4.2.2.1 Controls on decomposition

The overriding control on the decomposition rate of plant residues in tropical grasslands and savannas is water availability. The chemical composition of the litter, and to a lesser extent its physical structure, control its decay rate during the periods when it is moist. The chemical composition of woody plant leaf litter is significantly different from that of grass litter: tree litter typically has a higher content of nitrogen, lignin and secondary compounds (Scholes and Walker 1993). The chemistry of savanna tree litters also varies substantially between trees growing on fertile soils and those growing on infertile soils (Scholes and Walker 1993). Leaves from the latter group are heavily defended with secondary chemicals, and can take several years to decompose in the field. Grass litter decomposes faster than tree litter provided it is in contact with the soil surface; however grass litter frequently remains attached to the plant, where it decays gradually until burned, grazed or trampled.
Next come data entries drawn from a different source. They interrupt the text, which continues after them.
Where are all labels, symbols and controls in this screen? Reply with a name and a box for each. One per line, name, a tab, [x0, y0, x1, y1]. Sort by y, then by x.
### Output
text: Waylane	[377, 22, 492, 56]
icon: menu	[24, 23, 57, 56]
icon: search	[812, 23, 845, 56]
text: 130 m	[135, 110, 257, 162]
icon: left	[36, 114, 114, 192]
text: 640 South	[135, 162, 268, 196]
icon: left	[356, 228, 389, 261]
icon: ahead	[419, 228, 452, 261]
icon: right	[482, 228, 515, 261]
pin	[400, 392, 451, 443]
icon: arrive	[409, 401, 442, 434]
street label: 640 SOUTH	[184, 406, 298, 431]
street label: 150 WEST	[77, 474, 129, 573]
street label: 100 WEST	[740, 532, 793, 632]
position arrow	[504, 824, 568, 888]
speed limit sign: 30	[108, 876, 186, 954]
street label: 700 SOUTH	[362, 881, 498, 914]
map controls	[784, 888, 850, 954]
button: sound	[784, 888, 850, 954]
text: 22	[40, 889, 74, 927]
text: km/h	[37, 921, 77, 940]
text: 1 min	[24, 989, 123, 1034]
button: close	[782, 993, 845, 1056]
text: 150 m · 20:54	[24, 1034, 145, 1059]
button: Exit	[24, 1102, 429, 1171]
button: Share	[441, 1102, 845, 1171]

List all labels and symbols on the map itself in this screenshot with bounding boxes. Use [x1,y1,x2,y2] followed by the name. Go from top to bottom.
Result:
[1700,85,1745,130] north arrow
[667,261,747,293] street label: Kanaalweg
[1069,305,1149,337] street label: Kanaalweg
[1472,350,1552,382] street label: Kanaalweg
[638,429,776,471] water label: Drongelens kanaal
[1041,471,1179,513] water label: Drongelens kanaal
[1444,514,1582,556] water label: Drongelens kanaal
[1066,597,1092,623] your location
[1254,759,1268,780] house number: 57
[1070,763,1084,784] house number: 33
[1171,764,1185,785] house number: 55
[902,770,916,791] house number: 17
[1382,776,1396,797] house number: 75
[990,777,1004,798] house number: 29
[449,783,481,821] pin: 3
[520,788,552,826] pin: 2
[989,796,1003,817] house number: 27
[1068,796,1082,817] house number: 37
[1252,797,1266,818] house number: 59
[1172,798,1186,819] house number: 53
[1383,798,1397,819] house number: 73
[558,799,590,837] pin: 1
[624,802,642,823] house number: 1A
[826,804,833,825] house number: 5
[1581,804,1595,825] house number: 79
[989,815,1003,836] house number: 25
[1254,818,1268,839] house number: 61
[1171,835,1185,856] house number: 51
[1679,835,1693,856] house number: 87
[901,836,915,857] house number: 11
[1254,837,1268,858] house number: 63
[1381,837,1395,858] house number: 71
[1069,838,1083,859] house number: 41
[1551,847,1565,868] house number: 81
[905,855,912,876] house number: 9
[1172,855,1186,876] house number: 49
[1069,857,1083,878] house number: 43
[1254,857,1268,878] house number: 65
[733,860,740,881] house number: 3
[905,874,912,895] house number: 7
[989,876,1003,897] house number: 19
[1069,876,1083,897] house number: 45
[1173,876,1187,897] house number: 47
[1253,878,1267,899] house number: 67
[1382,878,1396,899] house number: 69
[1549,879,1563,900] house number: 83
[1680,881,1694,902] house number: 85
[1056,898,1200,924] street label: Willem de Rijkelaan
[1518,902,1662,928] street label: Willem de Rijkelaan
The lignin:nitrogen indices which have been useful in predicting litter decay rates in temperate regions frequently fail when applied in the tropics (e.g. Palm and Sanchez 1990). The main reason appears to be the high content of secondary plant compounds, such as tannins and other phenolics, in the litter. It is suggested that warm temperatures, which favour microbial attack, and the high incidence of mainly insect herbivory promote high concentrations of secondary chemicals in tropical plants. A low litter decay rate is a consequence of these defensive compounds, rather than the principal reason for their synthesis.
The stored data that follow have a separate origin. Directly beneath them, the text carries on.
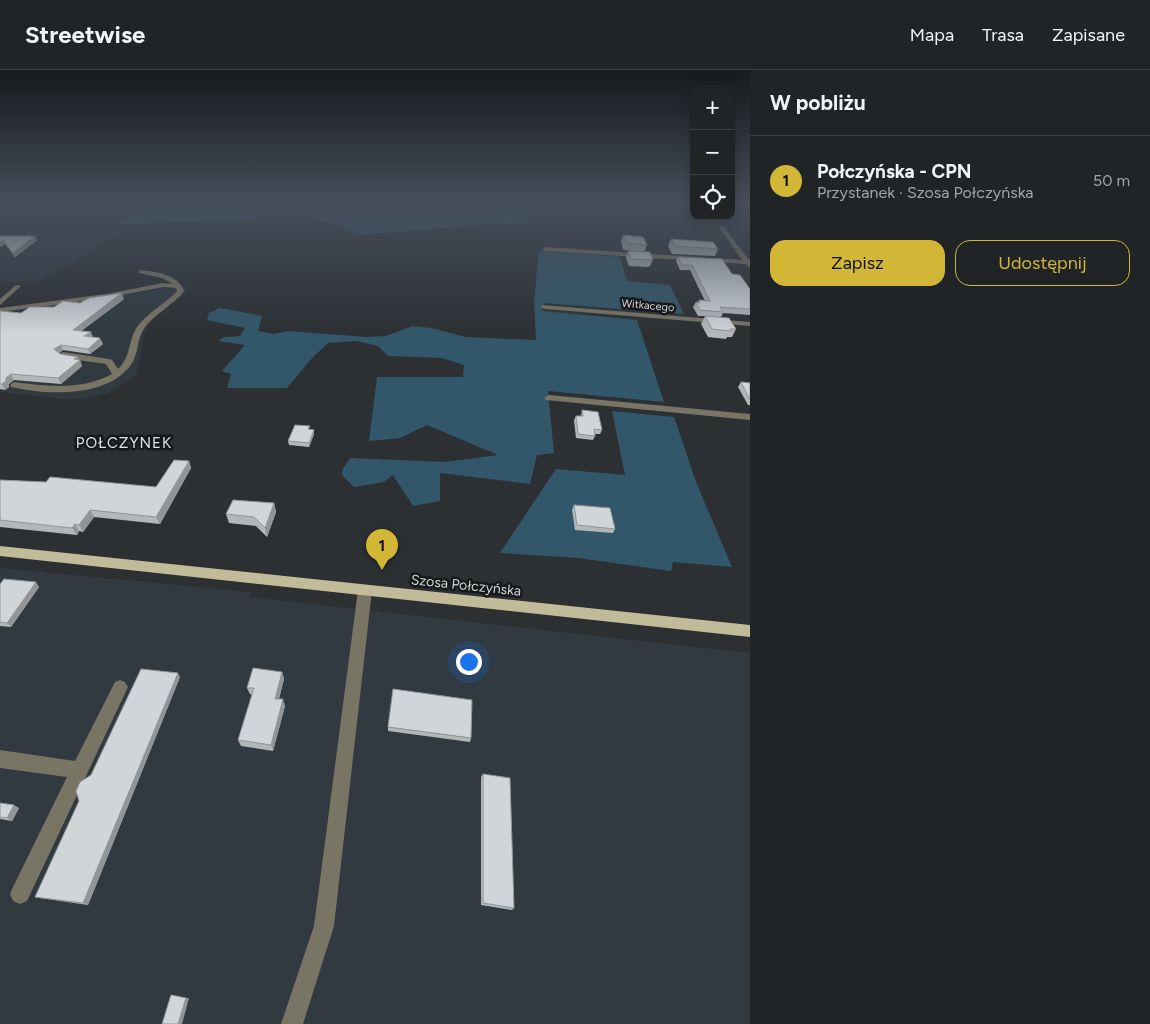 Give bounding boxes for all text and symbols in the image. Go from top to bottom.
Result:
text: Streetwise [25,20,145,49]
text: Mapa [910,24,954,46]
text: Trasa [982,24,1024,46]
text: Zapisane [1052,24,1125,46]
map controls [690,85,735,220]
button: + [690,85,735,130]
text: W pobliżu [770,90,866,115]
button: − [690,130,735,175]
text: Połczyńska - CPN [817,160,971,183]
text: 1 [783,171,789,190]
text: 50 m [1093,171,1130,190]
button: locate [690,175,735,220]
text: Przystanek · Szosa Połczyńska [817,183,1033,202]
button: Zapisz [770,240,945,286]
button: Udostępnij [955,240,1130,286]
street label: Witkacego [621,297,675,314]
district label: POŁCZYNEK [76,434,172,452]
pin: 1 [366,529,398,570]
street label: Szosa Połczyńska [410,571,522,600]
your location [456,649,482,675]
Soil fauna, notably termites and earthworms, process a large fraction of the dead organic matter in some locations and at some times, but in general only a small fraction ( < 5% ) of the ecosystem respiration results directly from detritivores (Lavelle et al. 1992; Scholes and Walker 1993). Their major impact is to move surface litter into the soil and fragment it, thereby speeding up decomposition and preventing them from being burned.

4.2.2.2 Fire

Even in annually burned savannas, a surprisingly small fraction (<20%) of the NPP ends up being consumed by fire (Scholes and Walker1993). In triennially burned savannas, this fraction decreases to about 5%. This is because a large part of the NPP is protected from fire, being underground or in the tree biomass, or having decayed in the interval between fires. Furthermore, most savanna fires are very patchy and incomplete, due to discontinuous fuel, dissected topography and variation of meteorological conditions between day and night. Some estimates of gaseous fluxes to the atmosphere from biomass burning in savannas are substantially too large, since they assume too large a fraction of the aboveground biomass is combusted, or they overestimate the fuel load or fire frequency (Menaut et al. 1991). About 40% of the total savanna area is too dry to accumulate substantial fuel loads except in high-rainfall years, or are too heavily grazed to burn fiercely.
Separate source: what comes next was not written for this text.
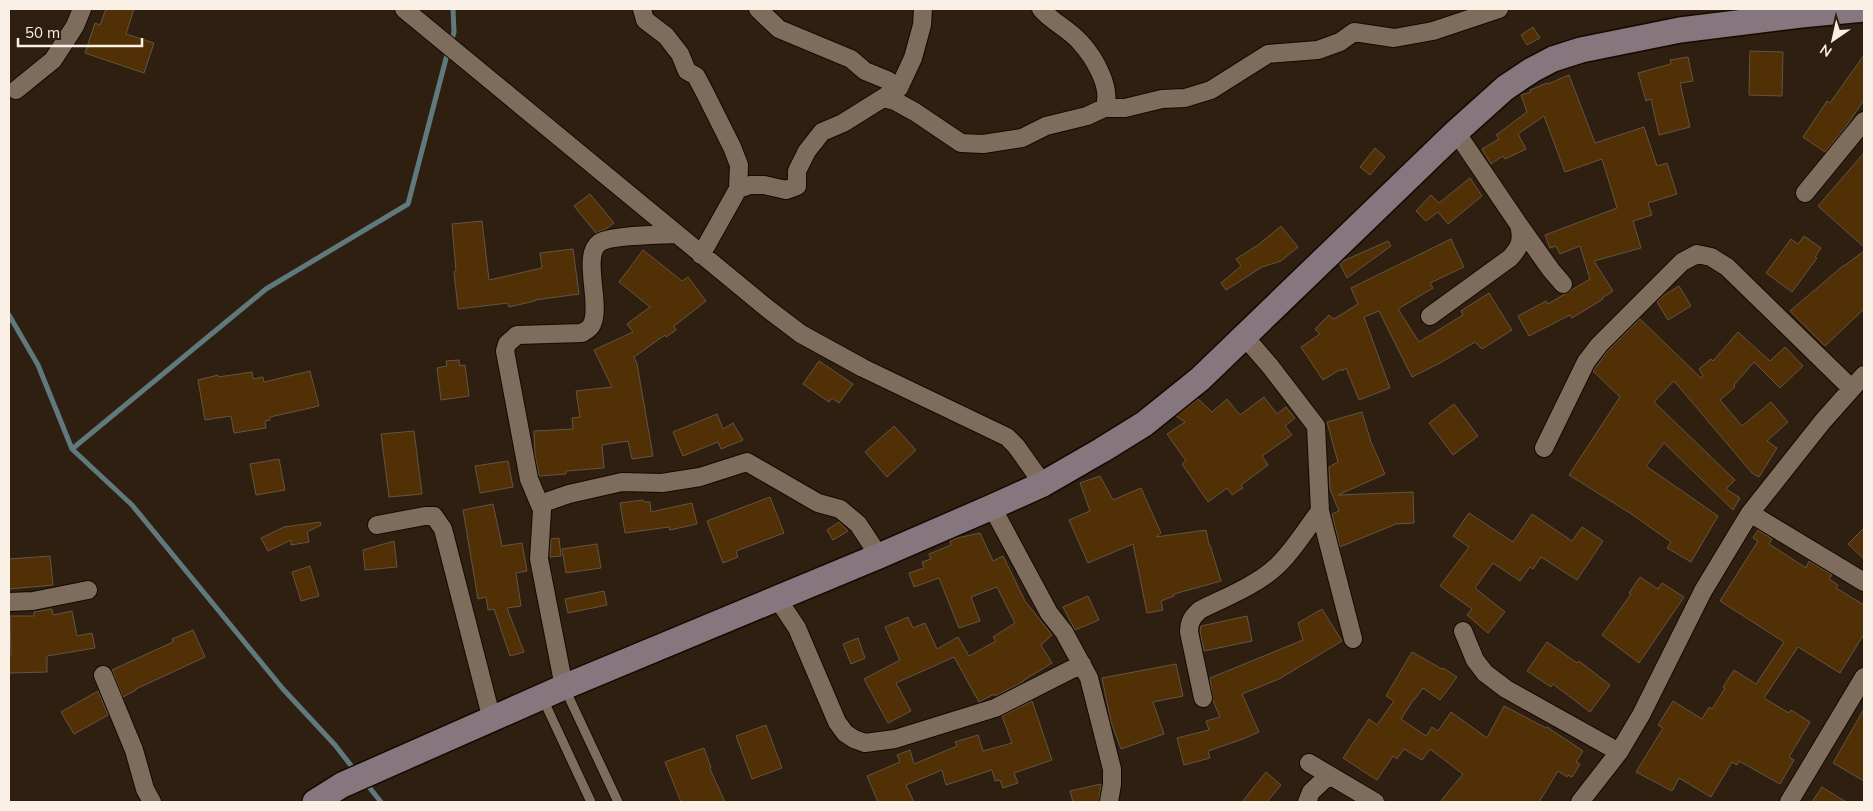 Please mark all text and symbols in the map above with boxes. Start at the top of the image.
scale bar [18,15,141,47]
north arrow [1808,15,1858,65]
text: 50 m [25,23,60,42]
text: N [1816,40,1835,61]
Hao et al. (1990) estimate that 3.69 Pg DM is consumed annually by fires in savannas, of which 2.43 Pg is in Africa. This is close to the 2.52 Pg estimated by Delmas et al. (1991) for African savannas, but both are probably overestimates. Hao et al. (1990) base their calculation on a mean fuel load of 6.6 Mg ha-1, a burn efficiency of 83%, and an annual area burned in Africa of about 450 million ha ( out of 1000 million ha of African savannas). Delmas et al. (1991) estimate an area burned of 470 million ha, a burning efficiency of 80% and a mean fuel load of 6.1 Mg ha-1. These estimates translate to an average of l12 g C m-2 yr-1, or 1.68 Pg C for all the savannas, using the Hao et al. (1990) estimate of global savanna area (15 million km2). Menaut et al. (1991) provide a more resolved calculation for West Africa, in which the different types of savannas, fuel loads and fire frequencies are taken into account. For an area of 2.27 million km2, they estimate an annual emission of 123 Tg C. This works out to only 54 g C m-2 yr-1.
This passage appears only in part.